City Of God – Malevolent Archetypes

Quick Thoughts: City Of God (Cidade de Deus, 2002)

Made by Fernando Meirelles and Kátia Lund, this is the Brazilian film of the series.

City Of God

Whilst I wouldn’t say that this is a modern masterpiece, I would certainly say that City Of God is a tremendous movie. Primarily, it is a great example of hyperlink cinema and incredible world building. Added to this are a plethora of great characters and an engaging story. The only downfalls with City Of God in my view would then be that there’s too much of a focus on style as opposed to content and story. This isn’t an overwhelmingly damaging negative of this movie, there is just a bit too much of a concentration on form and plot that leaves the aesthetics and brutal nature of this narrative more of a spectacle and less of an artful means of building, commenting and projecting a world.

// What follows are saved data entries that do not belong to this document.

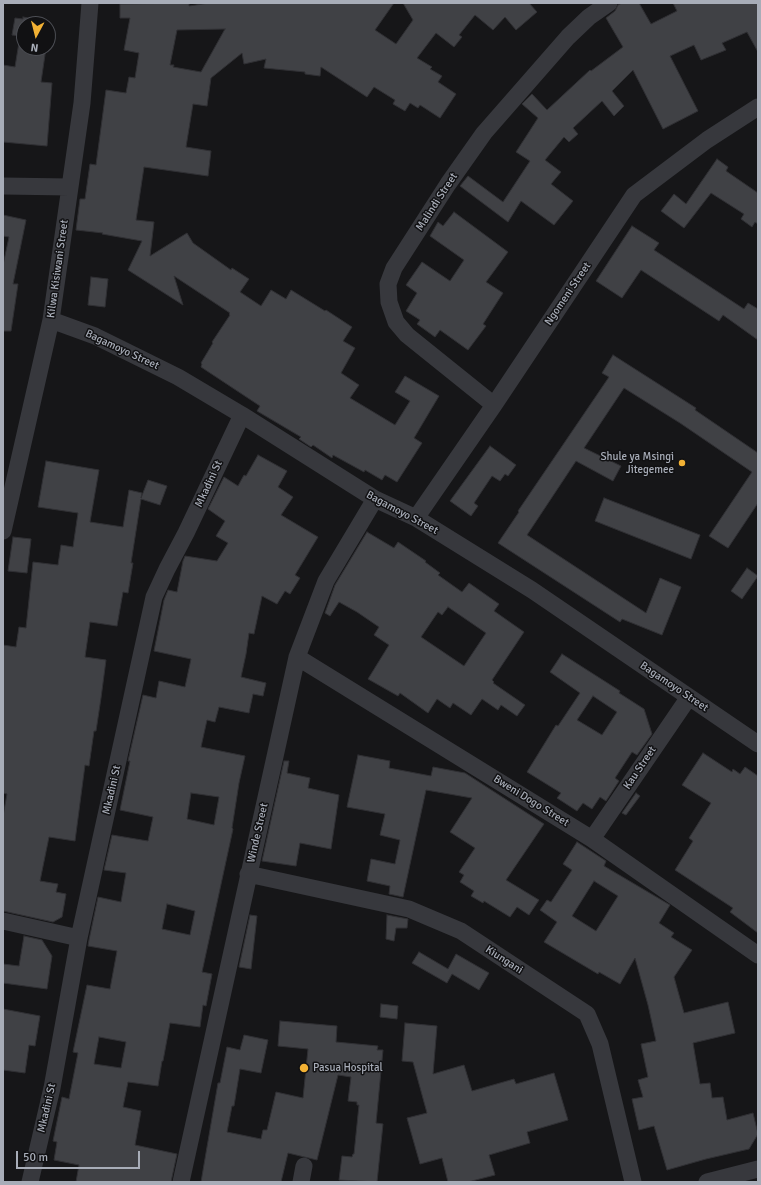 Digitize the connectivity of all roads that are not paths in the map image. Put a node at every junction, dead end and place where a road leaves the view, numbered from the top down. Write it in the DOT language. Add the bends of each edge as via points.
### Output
graph roads {
  1 [pos="90,3"];
  2 [pos="609,3"];
  3 [pos="758,107"];
  4 [pos="3,186"];
  5 [pos="69,186"];
  6 [pos="50,320"];
  7 [pos="494,405"];
  8 [pos="242,415"];
  9 [pos="375,499"];
  10 [pos="416,518"];
  11 [pos="3,531"];
  12 [pos="297,657"];
  13 [pos="689,697"];
  14 [pos="758,744"];
  15 [pos="592,839"];
  16 [pos="248,874"];
  17 [pos="3,921"];
  18 [pos="79,938"];
  19 [pos="758,955"];
  20 [pos="758,1169"];
  21 [pos="30,1182"];
  22 [pos="181,1182"];
  23 [pos="633,1182"];
  24 [pos="707,1182"];
  1 -- 5 [label="street, Kilwa Kisiwani Street" via="82,103"];
  2 -- 7 [label="street, Malindi Street" via="588,17 568,37 484,133 394,268 388,284 389,302 396,322 407,335"];
  3 -- 7 [label="street, Ngomeni Street" via="707,140 634,195"];
  4 -- 5 [label="street"];
  5 -- 6 [label="street, Kilwa Kisiwani Street"];
  6 -- 8 [label="street, Bagamoyo Street" via="102,339 178,377"];
  6 -- 11 [label="street, Kilwa Kisiwani Street"];
  7 -- 10 [label="street, Ngomeni Street"];
  8 -- 9 [label="street, Bagamoyo Street"];
  8 -- 18 [label="street, Mkadini St" via="154,597"];
  9 -- 10 [label="street, Bagamoyo Street"];
  9 -- 12 [label="street, Winde Street" via="326,581"];
  10 -- 13 [label="street, Bagamoyo Street" via="532,590"];
  12 -- 15 [label="street, Bweni Dogo Street"];
  12 -- 16 [label="street, Winde Street"];
  13 -- 14 [label="street, Bagamoyo Street"];
  13 -- 15 [label="street, Kau Street"];
  15 -- 19 [label="street, Bweni Dogo Street"];
  16 -- 22 [label="street, Winde Street"];
  16 -- 23 [label="street, Kiungani" via="409,909 461,931 587,1014 600,1044"];
  17 -- 18 [label="street"];
  18 -- 21 [label="street, Mkadini St" via="52,1088"];
  20 -- 24 [label="street"];
} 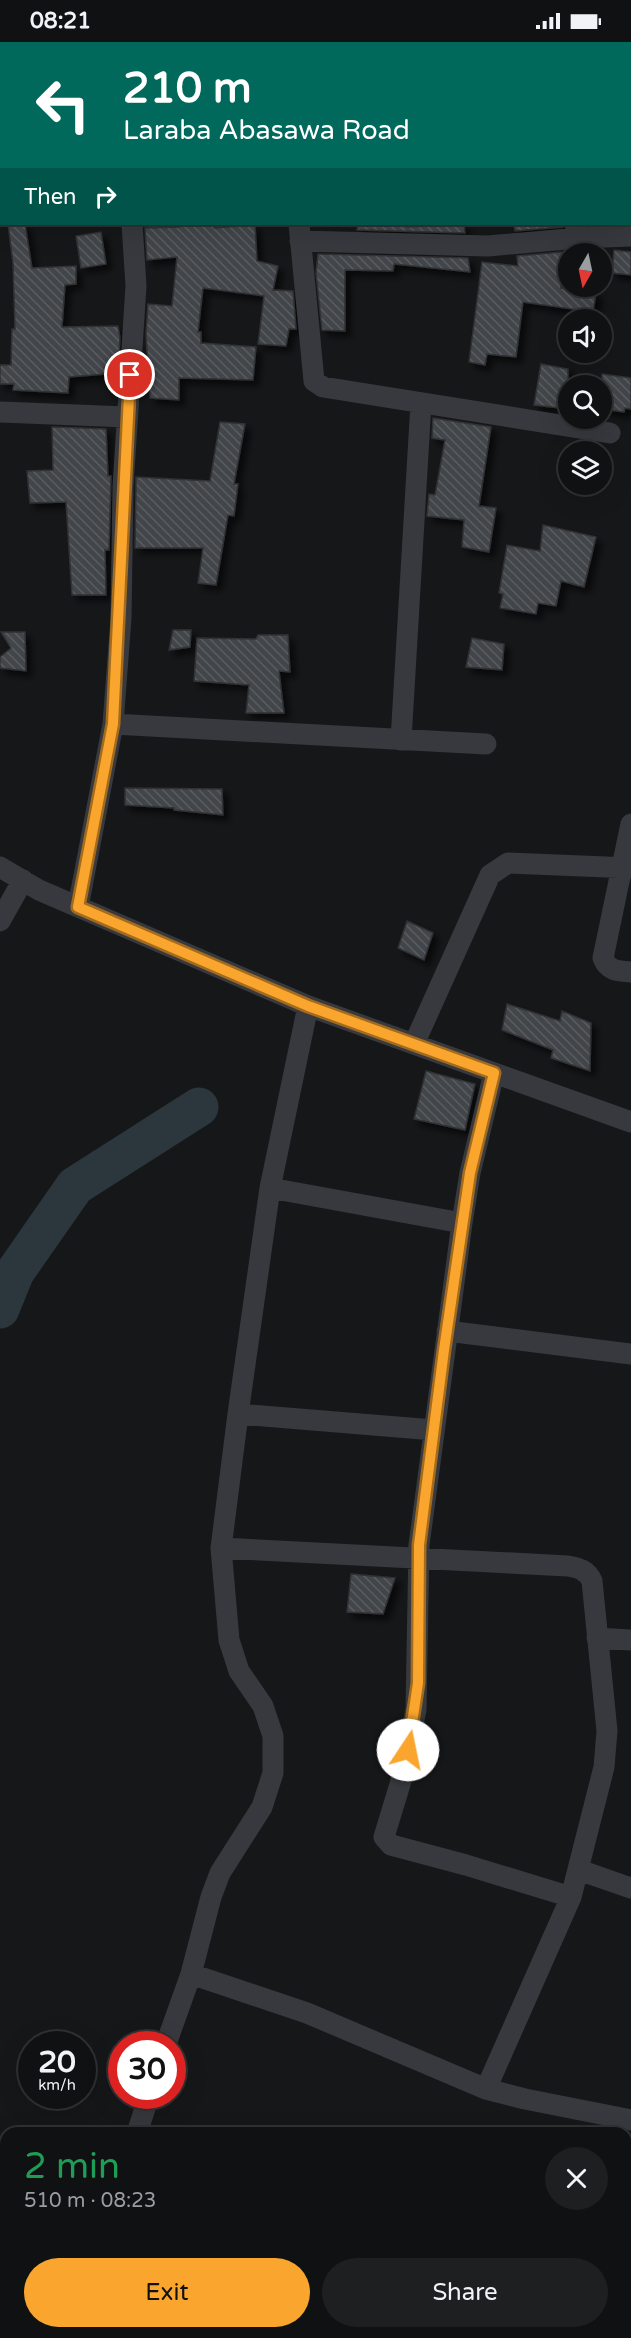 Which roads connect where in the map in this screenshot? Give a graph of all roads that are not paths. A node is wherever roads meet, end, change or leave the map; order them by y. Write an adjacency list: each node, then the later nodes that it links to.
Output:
1 (132, 225): 7 (street)
2 (577, 231): 3 (street); 4 (street)
3 (300, 232): 5 (street)
4 (631, 236)
5 (421, 404): 8 (street); 10 (street)
6 (0, 412): 7 (street)
7 (127, 417): 9 (street)
8 (610, 433)
9 (113, 724): 10 (street); 16 (street)
10 (401, 740): 11 (street)
11 (486, 744)
12 (631, 824): 14 (street)
13 (0, 867): 15 (street)
14 (626, 869): 18 (street); 20 (street)
15 (23, 880): 16 (street); 17 (street)
16 (78, 907): 19 (street)
17 (0, 921)
18 (631, 972)
19 (308, 1006): 20 (street); 23 (street)
20 (414, 1044): 21 (street)
21 (494, 1073): 22 (street); 24 (street)
22 (631, 1122)
23 (270, 1188): 24 (street); 27 (street)
24 (462, 1223): 25 (street)
25 (447, 1330): 26 (street); 28 (street)
26 (631, 1354)
27 (238, 1414): 28 (street); 29 (street)
28 (434, 1430): 30 (street)
29 (222, 1548): 30 (street); 36 (street)
30 (419, 1558): 31 (street); 35 (street)
31 (597, 1638): 32 (street); 33 (street)
32 (631, 1640)
33 (579, 1870): 34 (street); 35 (street)
34 (631, 1888)
35 (571, 1897): 38 (street)
36 (191, 1974): 37 (street); 38 (street)
37 (171, 2031)
38 (486, 2088): 40 (street)
39 (145, 2109): 41 (street)
40 (631, 2120)
41 (139, 2127)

With that said, City Of God does quite well in constructing a story about the cycle of poverty and violence. However, this is nothing incredibly original and this narrative, in all honesty, doesn’t say much more than films such as Los Salvadorian and Bicycle Thieves – which are undeniably great–even masterpieces. But, utilising the brilliant editing, style and structure of this narrative, City Of God does manage to conjure an incredibly nihilist sense of despair through its projection of endless malevolence, violence and crime. This is by and large captured by Lil’ Z, who is one of the most vindictive motherfuckers ever put to screen. His character perfectly encapsulates a force in society and human nature that is relentlessly violent and destructive. And so it’s despite the order he brings to his City Of God that Lil’ Z represents chaos of the most poisonous kind; he is structural chaos that is embedded deeply into a community and society. Because Lil’ Z encapsulates this archetype with such visceral verisimilitude, there arises that immense sense of meaninglessness and insurmountable evil from City Of God when it ends so openly, imbued only with an unstable sense of resolve.

It’s this that makes City Of God such a worthwhile movie, one that should be watched for its use of this evil archetype. So, whilst wouldn’t say that this is a movie I can revisit often as it is one you dread going into because of its devastating impact, City Of God is undeniably brilliant and a movie everyone needs to see at least once.